Exercise:
Among the lines of the records, count those containing the word "Sucre", then give the number alone.

Data extracted from a collection:
= = = =

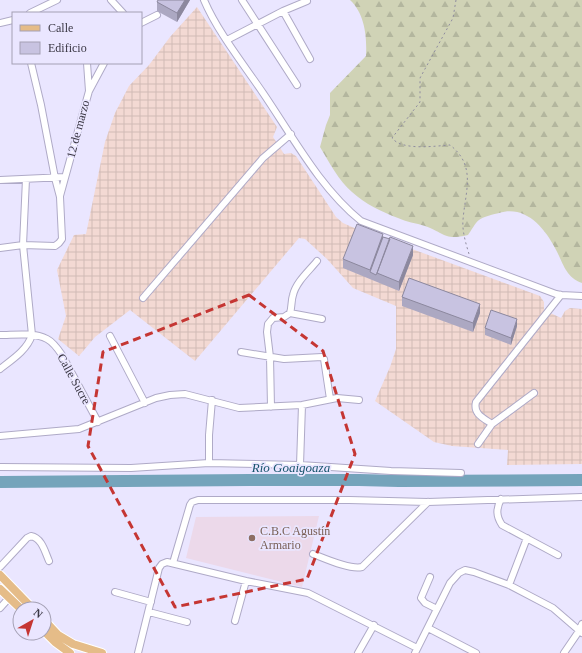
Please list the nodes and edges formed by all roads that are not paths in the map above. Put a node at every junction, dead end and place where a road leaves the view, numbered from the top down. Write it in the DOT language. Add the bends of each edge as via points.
graph roads {
  1 [pos="57,0"];
  2 [pos="112,0"];
  3 [pos="204,0"];
  4 [pos="242,0"];
  5 [pos="307,1"];
  6 [pos="283,11"];
  7 [pos="32,12"];
  8 [pos="122,12"];
  9 [pos="157,15"];
  10 [pos="12,20"];
  11 [pos="142,22"];
  12 [pos="0,23"];
  13 [pos="257,24"];
  14 [pos="227,40"];
  15 [pos="310,59"];
  16 [pos="31,64"];
  17 [pos="86,64"];
  18 [pos="103,64"];
  19 [pos="297,84"];
  20 [pos="89,91"];
  21 [pos="291,134"];
  22 [pos="55,178"];
  23 [pos="65,178"];
  24 [pos="26,179"];
  25 [pos="0,180"];
  26 [pos="60,197"];
  27 [pos="23,245"];
  28 [pos="0,248"];
  29 [pos="317,261"];
  30 [pos="561,295"];
  31 [pos="582,296"];
  32 [pos="143,298"];
  33 [pos="290,313"];
  34 [pos="322,319"];
  35 [pos="32,335"];
  36 [pos="0,336"];
  37 [pos="110,336"];
  38 [pos="241,352"];
  39 [pos="270,357"];
  40 [pos="0,369"];
  41 [pos="534,393"];
  42 [pos="330,399"];
  43 [pos="212,400"];
  44 [pos="359,400"];
  45 [pos="146,403"];
  46 [pos="302,405"];
  47 [pos="271,408"];
  48 [pos="98,422"];
  49 [pos="492,424"];
  50 [pos="0,436"];
  51 [pos="478,444"];
  52 [pos="209,463"];
  53 [pos="300,466"];
  54 [pos="0,467"];
  55 [pos="461,473"];
  56 [pos="582,497"];
  57 [pos="501,499"];
  58 [pos="428,502"];
  59 [pos="526,538"];
  60 [pos="313,554"];
  61 [pos="558,555"];
  62 [pos="49,561"];
  63 [pos="173,562"];
  64 [pos="0,567"];
  65 [pos="0,575"];
  66 [pos="430,576"];
  67 [pos="246,581"];
  68 [pos="509,585"];
  69 [pos="0,589"];
  70 [pos="116,592"];
  71 [pos="9,598"];
  72 [pos="14,601"];
  73 [pos="20,601"];
  74 [pos="151,602"];
  75 [pos="0,608"];
  76 [pos="437,609"];
  77 [pos="149,612"];
  78 [pos="235,621"];
  79 [pos="187,622"];
  80 [pos="582,624"];
  81 [pos="374,625"];
  82 [pos="428,628"];
  83 [pos="52,629"];
  84 [pos="581,632"];
  85 [pos="52,639"];
  86 [pos="416,651"];
  87 [pos="70,653"];
  88 [pos="102,653"];
  89 [pos="138,653"];
  90 [pos="358,653"];
  91 [pos="476,653"];
  92 [pos="564,653"];
  1 -- 7 [label="street"];
  2 -- 8 [label="street"];
  3 -- 14 [label="street"];
  4 -- 13 [label="street"];
  5 -- 6 [label="street"];
  6 -- 13 [label="street"];
  6 -- 15 [label="street"];
  9 -- 11 [label="street"];
  10 -- 12 [label="street"];
  13 -- 14 [label="street"];
  13 -- 19 [label="street"];
  14 -- 21 [label="street"];
  16 -- 22 [label="street"];
  17 -- 20 [label="street"];
  18 -- 20 [label="street, 12 de marzo"];
  20 -- 23 [label="street, 12 de marzo"];
  21 -- 30 [label="street" via="321,180 346,209 361,221"];
  21 -- 32 [label="street" via="263,158"];
  22 -- 23 [label="street"];
  22 -- 24 [label="street"];
  22 -- 26 [label="street"];
  23 -- 26 [label="street, 12 de marzo"];
  24 -- 25 [label="street"];
  24 -- 27 [label="street"];
  26 -- 27 [label="street" via="62,239 59,243 55,246"];
  27 -- 28 [label="street"];
  27 -- 35 [label="street"];
  29 -- 33 [label="street" via="295,290"];
  30 -- 31 [label="street"];
  30 -- 49 [label="street" via="476,402 477,414"];
  33 -- 34 [label="street"];
  33 -- 39 [label="street" via="284,317 273,318 268,324"];
  35 -- 36 [label="street, Calle Sucre"];
  35 -- 40 [label="street" via="23,350"];
  35 -- 48 [label="street, Calle Sucre" via="47,339 58,350"];
  37 -- 45 [label="street"];
  38 -- 39 [label="street"];
  39 -- 42 [label="street" via="322,357"];
  39 -- 47 [label="street"];
  41 -- 49 [label="street"];
  42 -- 44 [label="street"];
  42 -- 46 [label="street"];
  43 -- 45 [label="street" via="185,394 156,398"];
  43 -- 47 [label="street" via="240,408"];
  43 -- 52 [label="street"];
  45 -- 48 [label="street"];
  46 -- 47 [label="street"];
  46 -- 53 [label="street"];
  48 -- 50 [label="street" via="79,429"];
  49 -- 51 [label="street"];
  52 -- 53 [label="street"];
  52 -- 54 [label="street" via="131,468"];
  53 -- 55 [label="street"];
  56 -- 57 [label="street"];
  57 -- 58 [label="street"];
  57 -- 59 [label="street" via="497,507 498,520 502,525"];
  58 -- 60 [label="street" via="362,567 349,566"];
  58 -- 63 [label="street" via="198,500 190,505"];
  59 -- 61 [label="street"];
  59 -- 68 [label="street"];
  62 -- 64 [label="street" via="41,543 31,536"];
  63 -- 67 [label="street"];
  63 -- 74 [label="street" via="164,563 160,568"];
  65 -- 73 [label="main road"];
  66 -- 76 [label="street" via="422,598 425,603"];
  67 -- 78 [label="street"];
  67 -- 81 [label="street" via="308,593"];
  68 -- 76 [label="street" via="469,570 462,571 450,583"];
  68 -- 84 [label="street" via="553,608"];
  69 -- 71 [label="main road"];
  70 -- 74 [label="street"];
  71 -- 72 [label="main road"];
  71 -- 75 [label="street"];
  74 -- 77 [label="street"];
  76 -- 82 [label="street"];
  77 -- 79 [label="street"];
  77 -- 89 [label="street"];
  80 -- 84 [label="street"];
  81 -- 86 [label="street"];
  81 -- 90 [label="street"];
  82 -- 86 [label="street"];
  82 -- 91 [label="street"];
  83 -- 88 [label="main road" via="73,644"];
  84 -- 92 [label="street"];
  85 -- 87 [label="main road"];
}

= = = =

Task response:
2